Human pose images with coordinates
────────────────────────────────────────

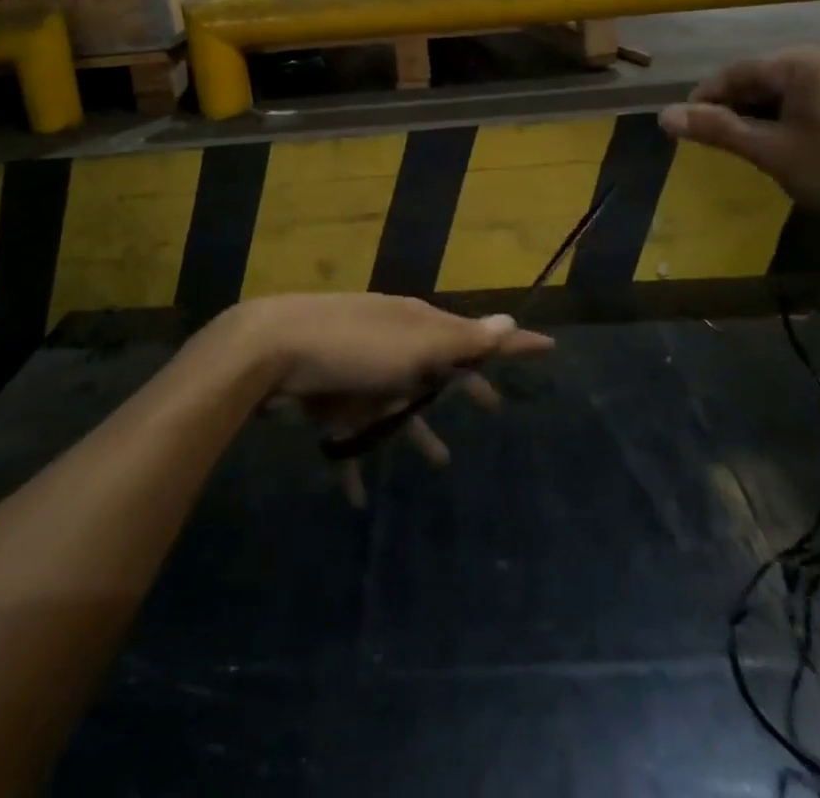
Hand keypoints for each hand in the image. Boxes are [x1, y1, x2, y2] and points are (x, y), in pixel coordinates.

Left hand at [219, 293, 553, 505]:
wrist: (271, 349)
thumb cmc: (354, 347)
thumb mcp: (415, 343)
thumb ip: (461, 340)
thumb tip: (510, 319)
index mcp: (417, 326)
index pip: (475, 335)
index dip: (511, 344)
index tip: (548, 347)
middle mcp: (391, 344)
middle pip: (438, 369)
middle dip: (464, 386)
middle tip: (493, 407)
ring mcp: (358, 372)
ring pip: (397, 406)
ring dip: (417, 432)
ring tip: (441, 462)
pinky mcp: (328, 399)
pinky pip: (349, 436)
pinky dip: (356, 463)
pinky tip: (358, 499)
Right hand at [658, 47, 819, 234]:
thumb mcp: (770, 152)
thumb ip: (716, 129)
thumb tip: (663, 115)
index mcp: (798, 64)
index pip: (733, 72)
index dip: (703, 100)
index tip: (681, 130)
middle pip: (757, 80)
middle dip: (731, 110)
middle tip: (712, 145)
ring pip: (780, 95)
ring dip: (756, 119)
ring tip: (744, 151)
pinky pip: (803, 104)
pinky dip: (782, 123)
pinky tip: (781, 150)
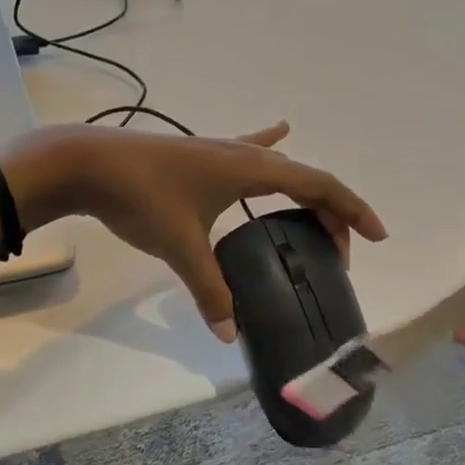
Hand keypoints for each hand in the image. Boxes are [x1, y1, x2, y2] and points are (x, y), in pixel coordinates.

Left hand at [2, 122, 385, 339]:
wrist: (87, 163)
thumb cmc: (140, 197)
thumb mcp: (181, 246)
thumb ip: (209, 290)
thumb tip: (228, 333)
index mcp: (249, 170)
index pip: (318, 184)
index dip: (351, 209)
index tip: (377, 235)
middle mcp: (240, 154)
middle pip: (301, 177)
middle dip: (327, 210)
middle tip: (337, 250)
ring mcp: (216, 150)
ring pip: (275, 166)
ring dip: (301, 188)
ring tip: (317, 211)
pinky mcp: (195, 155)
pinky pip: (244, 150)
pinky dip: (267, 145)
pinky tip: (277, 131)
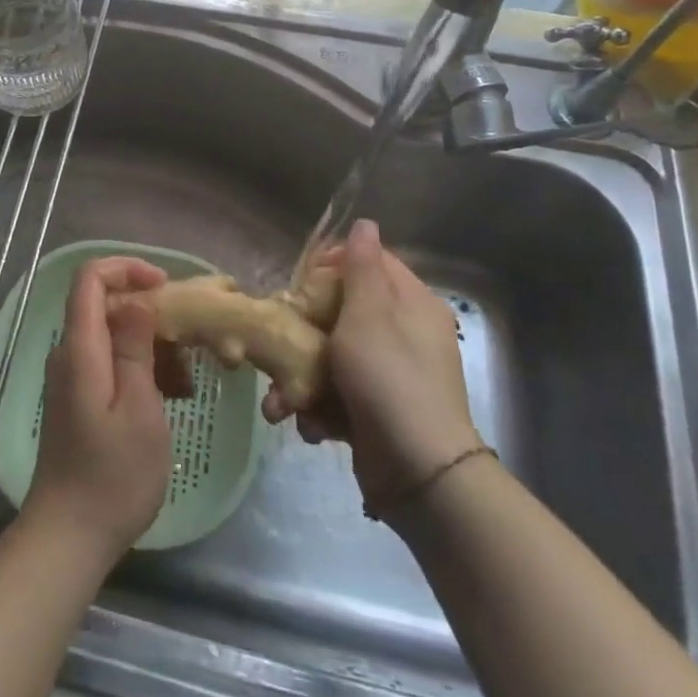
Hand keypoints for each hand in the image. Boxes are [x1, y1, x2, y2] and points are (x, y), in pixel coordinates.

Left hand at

────────────────────────────────────────

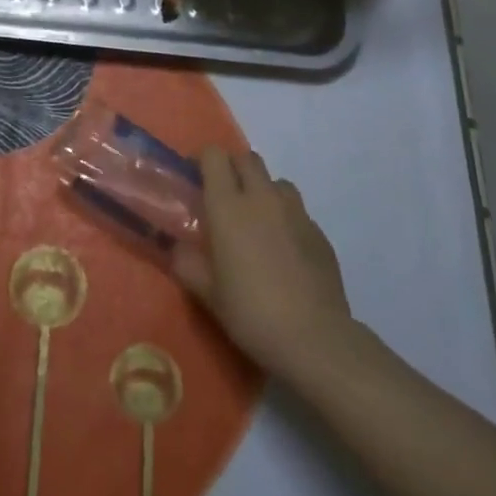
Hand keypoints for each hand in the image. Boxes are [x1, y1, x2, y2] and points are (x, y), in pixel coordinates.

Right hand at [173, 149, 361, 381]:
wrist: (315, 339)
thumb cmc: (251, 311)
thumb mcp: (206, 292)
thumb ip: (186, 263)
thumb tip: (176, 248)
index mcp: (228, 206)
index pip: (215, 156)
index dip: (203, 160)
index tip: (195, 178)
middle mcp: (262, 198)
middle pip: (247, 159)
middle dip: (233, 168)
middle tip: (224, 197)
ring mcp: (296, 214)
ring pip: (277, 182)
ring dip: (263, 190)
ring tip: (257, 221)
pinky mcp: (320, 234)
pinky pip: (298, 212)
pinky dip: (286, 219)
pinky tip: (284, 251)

────────────────────────────────────────

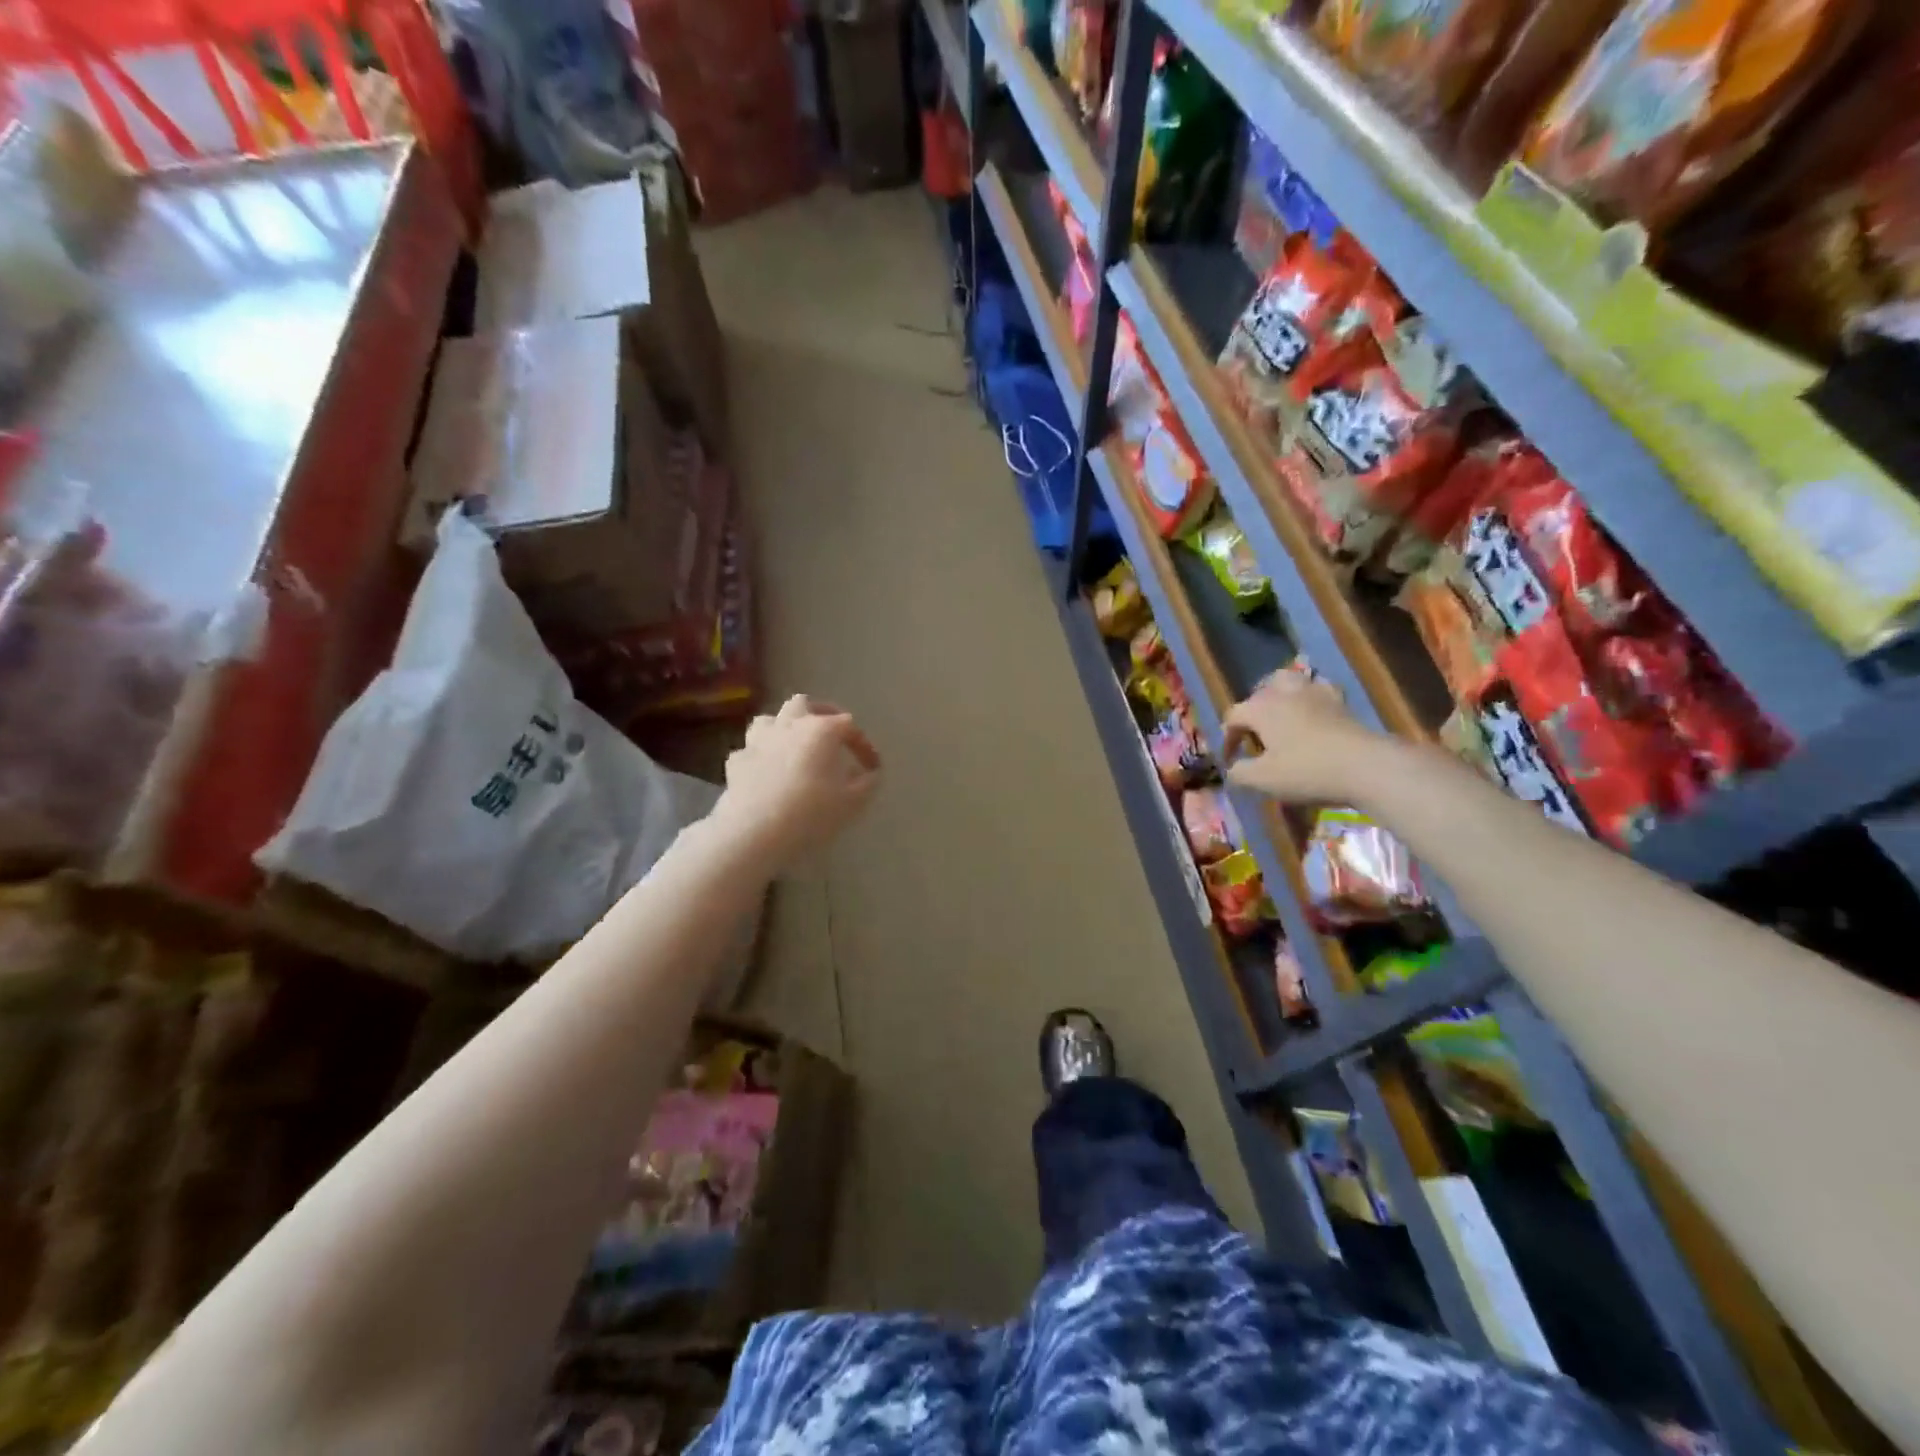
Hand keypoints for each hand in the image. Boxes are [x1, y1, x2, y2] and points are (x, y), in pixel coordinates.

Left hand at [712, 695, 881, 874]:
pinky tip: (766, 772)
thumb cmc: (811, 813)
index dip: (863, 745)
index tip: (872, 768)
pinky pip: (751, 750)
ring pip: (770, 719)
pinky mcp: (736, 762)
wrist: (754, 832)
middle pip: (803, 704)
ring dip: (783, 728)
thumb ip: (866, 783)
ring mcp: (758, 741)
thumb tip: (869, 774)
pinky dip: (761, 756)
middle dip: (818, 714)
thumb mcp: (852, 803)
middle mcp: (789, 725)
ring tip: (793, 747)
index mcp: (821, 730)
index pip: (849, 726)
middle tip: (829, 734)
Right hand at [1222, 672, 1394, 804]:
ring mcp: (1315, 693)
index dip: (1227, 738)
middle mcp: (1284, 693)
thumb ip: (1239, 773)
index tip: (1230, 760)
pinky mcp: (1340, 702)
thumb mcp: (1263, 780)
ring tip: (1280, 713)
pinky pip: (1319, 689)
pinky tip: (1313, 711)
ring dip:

────────────────────────────────────────

> [Instructions to follow]: Take every line above that includes the string "Right" and return it.

> [Your solution]:
Right hand at [658, 47, 819, 234]:
Right hand at [173, 149, 361, 381]:
Right hand at [1222, 672, 1394, 804]:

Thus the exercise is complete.